» **ACTIVITY**:
Using the data below, gather each line that includes the word "Kottawa".

○ ○ ○ ○ ○ ○ ○

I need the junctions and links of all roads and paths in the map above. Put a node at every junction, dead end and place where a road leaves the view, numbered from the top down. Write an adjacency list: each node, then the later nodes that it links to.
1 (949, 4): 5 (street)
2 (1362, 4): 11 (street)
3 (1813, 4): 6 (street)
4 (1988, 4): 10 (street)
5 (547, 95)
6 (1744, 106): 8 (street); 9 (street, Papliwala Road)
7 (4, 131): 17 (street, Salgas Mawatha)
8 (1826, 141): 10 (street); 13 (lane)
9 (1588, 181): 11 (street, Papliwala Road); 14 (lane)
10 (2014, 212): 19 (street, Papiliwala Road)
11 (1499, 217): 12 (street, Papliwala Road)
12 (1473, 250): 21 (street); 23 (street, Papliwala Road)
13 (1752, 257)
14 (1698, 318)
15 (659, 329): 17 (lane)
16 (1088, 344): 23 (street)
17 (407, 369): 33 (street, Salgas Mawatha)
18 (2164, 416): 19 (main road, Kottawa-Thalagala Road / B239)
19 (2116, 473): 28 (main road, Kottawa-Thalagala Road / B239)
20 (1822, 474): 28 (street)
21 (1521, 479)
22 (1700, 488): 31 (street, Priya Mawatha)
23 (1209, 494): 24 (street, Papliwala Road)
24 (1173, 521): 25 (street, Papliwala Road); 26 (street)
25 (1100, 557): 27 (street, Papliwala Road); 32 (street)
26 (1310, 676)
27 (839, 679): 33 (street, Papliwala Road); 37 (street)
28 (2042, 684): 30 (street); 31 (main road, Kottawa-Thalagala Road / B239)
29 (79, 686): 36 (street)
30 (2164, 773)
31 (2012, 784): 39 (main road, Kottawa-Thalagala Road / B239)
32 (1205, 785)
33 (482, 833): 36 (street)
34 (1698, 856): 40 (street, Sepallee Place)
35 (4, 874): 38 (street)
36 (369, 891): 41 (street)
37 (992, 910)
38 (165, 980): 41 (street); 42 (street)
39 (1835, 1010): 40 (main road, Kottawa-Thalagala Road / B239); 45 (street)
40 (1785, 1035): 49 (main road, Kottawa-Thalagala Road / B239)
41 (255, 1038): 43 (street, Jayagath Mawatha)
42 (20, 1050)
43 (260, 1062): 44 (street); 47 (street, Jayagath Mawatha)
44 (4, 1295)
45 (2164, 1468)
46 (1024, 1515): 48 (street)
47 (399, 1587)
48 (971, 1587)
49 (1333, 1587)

○ ○ ○ ○ ○ ○ ○

» **RESPONSE BOX**:
18 (2164, 416): 19 (main road, Kottawa-Thalagala Road / B239)
19 (2116, 473): 28 (main road, Kottawa-Thalagala Road / B239)
28 (2042, 684): 30 (street); 31 (main road, Kottawa-Thalagala Road / B239)
31 (2012, 784): 39 (main road, Kottawa-Thalagala Road / B239)
39 (1835, 1010): 40 (main road, Kottawa-Thalagala Road / B239); 45 (street)
40 (1785, 1035): 49 (main road, Kottawa-Thalagala Road / B239)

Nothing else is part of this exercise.